My math sucks. I can grok the odds (probability?) of rolling a certain number on one die, greater (less) than or equal to a certain number on two dice an even these conditions for consecutive rolls. (You multiply them, right?)
Now I am faced with a decision of whether to take two consecutive independent 4-1 shots or a single 8-1 shot. How do I calculate this one?
Thanks in advance
johnl
Let’s do a quick count, never do this during a game, too much time wasted. I like to call a quick “36 count”, we’ll double the 4-1 count because you get two.
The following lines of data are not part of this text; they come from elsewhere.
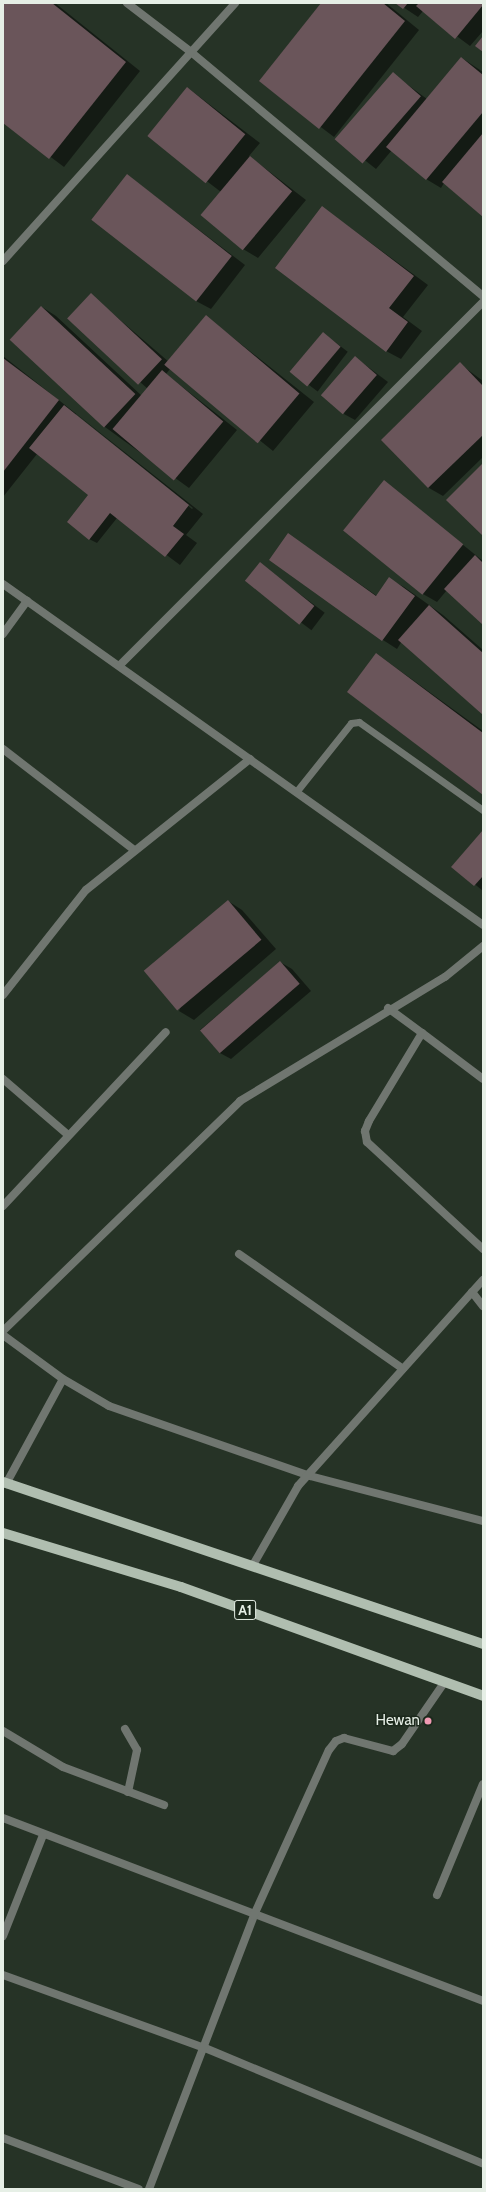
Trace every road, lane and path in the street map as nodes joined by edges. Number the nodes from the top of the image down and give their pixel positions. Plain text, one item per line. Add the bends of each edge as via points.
1 (127, 3) edge
2 (235, 3) edge
3 (191, 52) junction
4 (3, 261) edge
5 (483, 296) edge
6 (483, 302) edge
7 (3, 584) edge
8 (27, 601) junction
9 (3, 634) edge
10 (120, 665) junction
11 (3, 749) edge
12 (250, 759) junction
13 (296, 792) junction
14 (483, 810) edge
15 (134, 850) junction
16 (483, 925) edge
17 (483, 946) edge
18 (3, 995) edge
19 (388, 1008) junction
20 (166, 1032) dead end
21 (422, 1033) junction
22 (3, 1079) edge
23 (483, 1079) edge
24 (67, 1134) junction
25 (3, 1206) edge
26 (483, 1249) edge
27 (239, 1254) dead end
28 (483, 1280) edge
29 (472, 1292) junction
30 (483, 1306) edge
31 (3, 1331) edge
32 (3, 1334) edge
33 (404, 1369) junction
34 (63, 1379) junction
35 (310, 1476) junction
36 (5, 1483) edge
37 (483, 1521) edge
38 (3, 1533) edge
39 (253, 1565) junction
40 (483, 1644) edge
41 (444, 1683) junction
42 (483, 1696) edge
43 (125, 1729) dead end
44 (3, 1732) edge
45 (483, 1784) edge
46 (128, 1792) junction
47 (164, 1805) dead end
48 (3, 1818) edge
49 (43, 1835) junction
50 (437, 1895) dead end
51 (254, 1915) junction
52 (3, 1936) edge
53 (3, 1975) edge
54 (483, 2001) edge
55 (205, 2048) junction
56 (3, 2138) edge
57 (483, 2164) edge
58 (139, 2189) edge
59 (149, 2189) edge

1 - 3 street
2 - 3 street
3 - 4 street
3 - 5 street
6 - 10 street
7 - 8 street
8 - 9 street
8 - 10 street
10 - 12 street
11 - 15 street
12 - 13 street
12 - 15 street
13 - 14 lane via 351,723 359,722
13 - 16 street
15 - 18 street via 81,896
17 - 19 street via 445,977
19 - 21 street
19 - 31 street via 235,1106
20 - 24 street
21 - 23 street
21 - 26 street via 369,1121 365,1131 367,1142
22 - 24 street
24 - 25 street
27 - 33 street
28 - 29 street
29 - 30 street
29 - 33 street
32 - 34 street
33 - 35 street
34 - 35 street via 109,1406
34 - 36 street
35 - 37 street
35 - 39 street via 298,1486
36 - 39 main road
38 - 41 main road, A1 via 181,1587
39 - 40 main road
41 - 42 main road, A1
41 - 51 street via 402,1744 394,1751 344,1738 336,1741
43 - 46 street via 137,1750
44 - 46 street via 63,1767
45 - 50 street
46 - 47 street
48 - 49 street
49 - 51 street
49 - 52 street
51 - 54 street
51 - 55 street
53 - 55 street
55 - 57 street
55 - 59 street
56 - 58 street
Count each k/ as 1/2 and each kia as 1, then give them weight according to probability. VS one squad:
The 8-1 yields a score of 4 1/2 (call the 2kia a 1kia).
Roll a 2=1kia
Roll a 3= (1 Kia) x 2 (chances for a three)=2kia
Roll a 4= (k/) x3 (chances for a four even if they cower)= 1 1/2 Kia
Total= Weighted 4 1/2 KIAs score
Let’s do 2 4-1s
Roll 2 = 1 KIA (x2 for two rolls)= 2 KIAs
Roll 3 = k/ (x2 rolls)(x2 out of 36)=2 KIAs
Total= weighted 4 KIA score
Looks like 8-1 has the edge so far. I’ll run through the Moral check stuff later, kinda busy.
Situational, the 8–1 might be better against 2 or more units with high moral (eg. Japanese banzai, human wave or multiple squad berserk stack) getting attacked because the “weighted KIA” score raises to 5 1/2.